ヒトや他のギガベース規模のゲノムの正確なディープショットガンシーケンスは、今や控えめなコストで容易に利用可能になっている。これらのシーケンシングスループットの増加により、大規模かつ複雑なゲノム用のショットガンシーケンスを構築するための新しい世代の計算アルゴリズムが開発された(Preprintより ref.1-3で概説されている)。これらのアプローチには、通常、Euler [ref.4]とVelvet [ref.5]によるショートリードアセンブリで先駆けされたde Bruijn graphアプローチが組み込まれている。いくつかのグループが、これらの方法でヒトおよび他の哺乳動物ゲノムを組み立てた[6-11]。このようなアセンブリは、ゲノムのサイズと反復性のためだけでなく、一塩基変異(SNV)、スモールおよびラージスケールの挿入および欠失(INDEL)、およびより大きな構造変化を包含する異種交配種の本質的なヘテロ接合性のためにも困難である。 大規模で反復的な多型ゲノムを組み立てるには、通常、大規模な共有メモリシステムが必要であり、実行には1週間以上かかり、1つのアセンブリを作成するため、かなりのコンピューティングリソースが必要になる。いくつかの大きなゲノムは純粋に短い(<150bp)ペアエンドシーケンスからアセンブリされているが、どちらのゲノムが良質のアセンブリを可能にする構造を有するか、および/またはどのデータの組み合わせがこれを促進するかは不明である [11、13、14]。「Assemblathon」コンペは、アルゴリズムの直接比較を容易にするための共通データセットを提供する新しいアプローチのテストおよび実装に役に立つ[ref.11,13]。 Genome 10Kのような10,000個の脊椎動物ゲノムをアセンブルするようなラージゲノムプロジェクトでは[ref.15]、非常に効率的かつ精度の高いアセンブリツールの発達が不可欠である。

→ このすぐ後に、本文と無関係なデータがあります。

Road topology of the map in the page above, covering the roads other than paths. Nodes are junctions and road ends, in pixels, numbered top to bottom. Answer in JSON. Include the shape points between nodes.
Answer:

以前著者らは、ハイブリッドk-mer / read-basedアセンブラとして"Meraculous"アルゴリズムを発表した。簡単に言うと、Meraculousは、簡略化されたde Bruijn k-mer graphを効率的に構築してトラバースすることによって、最初にゲノムの固有の領域を予備的な未解決の「UU」コンティグに組み立てる。次に、これらのコンティグをペアエンドデータとアライメントさせることによって連結し、残ったscaffoldsのギャップは、関連するローカルアセンブリを用いて埋められる。 Meraculousは現在のIlluminaシーケンスの高精度シーケンスを活用することで明示的なエラー訂正ステップを避ける。エラー訂正ステップは、アセンブリプロセスにとって冗長なプロセスであると著者らは考えている。最初のバージョンのMeraculousはpolymorphicな二倍体ゲノムに対応しておらず、並列化されているにもかかわらず、シミュレーションデータセットでは約1500万bpの一倍体のカビゲノムしかレポートできず、ギガクラスのラージゲノムには適用できなかった。

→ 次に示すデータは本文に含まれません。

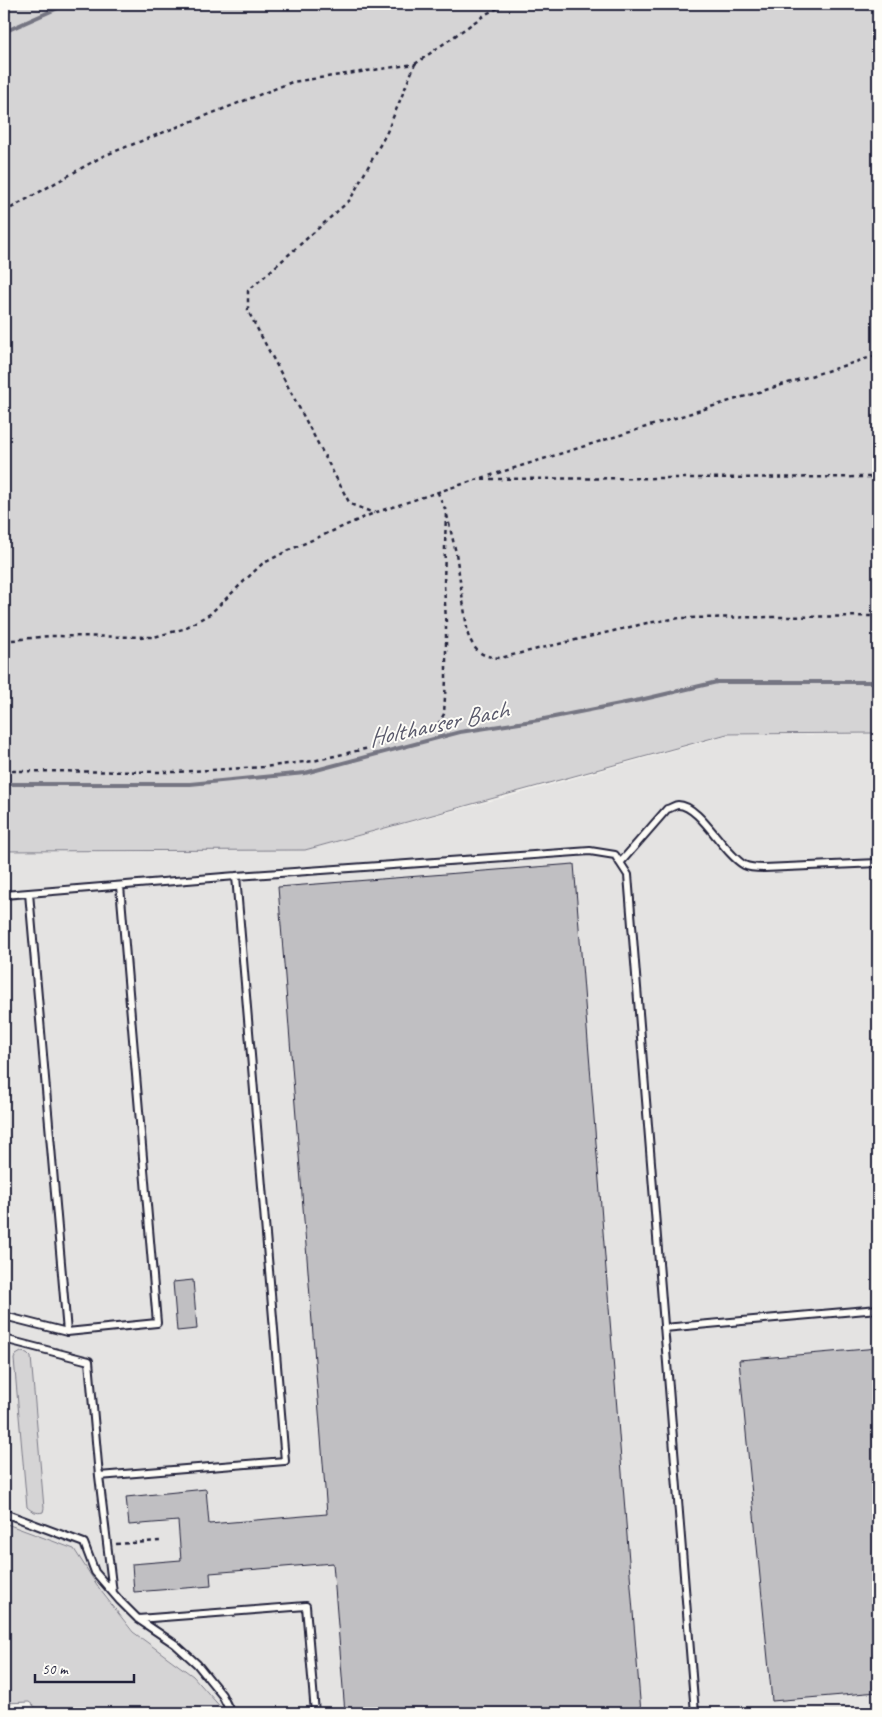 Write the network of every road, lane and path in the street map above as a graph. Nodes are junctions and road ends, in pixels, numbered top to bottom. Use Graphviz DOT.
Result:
graph roads {
  1 [pos="506,4"];
  2 [pos="415,64"];
  3 [pos="4,212"];
  4 [pos="878,355"];
  5 [pos="878,477"];
  6 [pos="478,479"];
  7 [pos="438,493"];
  8 [pos="446,511"];
  9 [pos="374,513"];
  10 [pos="878,616"];
  11 [pos="4,641"];
  12 [pos="4,770"];
  13 [pos="620,863"];
  14 [pos="878,863"];
  15 [pos="236,876"];
  16 [pos="120,886"];
  17 [pos="29,893"];
  18 [pos="4,895"];
  19 [pos="878,1309"];
  20 [pos="4,1316"];
  21 [pos="664,1328"];
  22 [pos="67,1332"];
  23 [pos="4,1339"];
  24 [pos="100,1476"];
  25 [pos="4,1513"];
  26 [pos="161,1541"];
  27 [pos="108,1545"];
  28 [pos="113,1593"];
  29 [pos="138,1619"];
  30 [pos="232,1713"];
  31 [pos="315,1713"];
  32 [pos="696,1713"];
  1 -- 2 [label="path"];
  2 -- 3 [label="path"];
  2 -- 9 [label="path"];
  4 -- 6 [label="path"];
  5 -- 6 [label="path"];
  6 -- 7 [label="path"];
  7 -- 8 [label="path"];
  7 -- 9 [label="path"];
  8 -- 10 [label="path"];
  8 -- 12 [label="path"];
  9 -- 11 [label="path"];
  13 -- 14 [label="lane"];
  13 -- 15 [label="lane"];
  13 -- 21 [label="lane"];
  15 -- 16 [label="lane"];
  15 -- 24 [label="lane"];
  16 -- 17 [label="lane"];
  16 -- 22 [label="lane"];
  17 -- 18 [label="lane"];
  17 -- 22 [label="lane"];
  19 -- 21 [label="lane"];
  20 -- 22 [label="lane"];
  21 -- 32 [label="lane"];
  23 -- 24 [label="lane"];
  24 -- 27 [label="lane"];
  25 -- 28 [label="lane"];
  26 -- 27 [label="path"];
  27 -- 28 [label="lane"];
  28 -- 29 [label="lane"];
  29 -- 30 [label="lane"];
  29 -- 31 [label="lane"];
}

ここでは、これらの以前の制限を克服して、Meraculous Assemblathon2に組み込まれた変更を拡張する、Meraculousの改善について説明する。新機能には、(1)de Bruijn graph内の「バブル」構造の線形連鎖を用いた対立遺伝子多型の明示的な処理、(2)ケーススタディに基づくギャップ閉鎖の改善、および(3)より完全なアセンブリを生成する改良されたscaffoldingアルゴリズム、となる。新しい並列実装によって処理速度と帯域幅の効率が大幅に改善され、JGI Genepoolクラスタ上でリアルタイムに24時間以内にヒトゲノムのアセンブルが可能になった(この計算を実行するために使用されたリソースの詳細はPreprint 表1を参照)。 Meraculous2のこれらの機能を調べるために、ここでは、ゲノムが決定され、1000ゲノムプロジェクトによって広範囲に分析されたヨーロッパ系祖先の女性である NA12878ヒトデータセットのアセンブリへの適用について説明する。Trioフェージングによって(すなわち、NA12878と彼女の両親の配列を組み合わせること)、フェージングされた母系および父系のハプロタイプ配列が推定された(一部略)。 NA12878のゲノムは、以前にALLPATHS-LG [ref.9]とSGA [ref.10]によってアセンブリされているので、Meraculous2の性能をこれらの2つの最先端のアセンブラと比較した。我々(著者ら)は、このヒトセンブリにおいて以前には記載されていないいくつかの方法を提示し、長距離リンケージの正確さを測定するためのいくつかの測定基準について議論する。
PDFマニュアル
http://1ofdmq2n8tc36m6i46scovo2e.wpengine.netdna-cdn.com/wp-content/uploads/2014/12/Manual.pdf
以下のような特徴を持つ(マニュアルより)。
- Currently Meraculous works with Illumina data only. It relies on Illumina naming conventions and Phred-like sequence quality scores. Long-read/low-depth sequencing platforms are not supported at this time.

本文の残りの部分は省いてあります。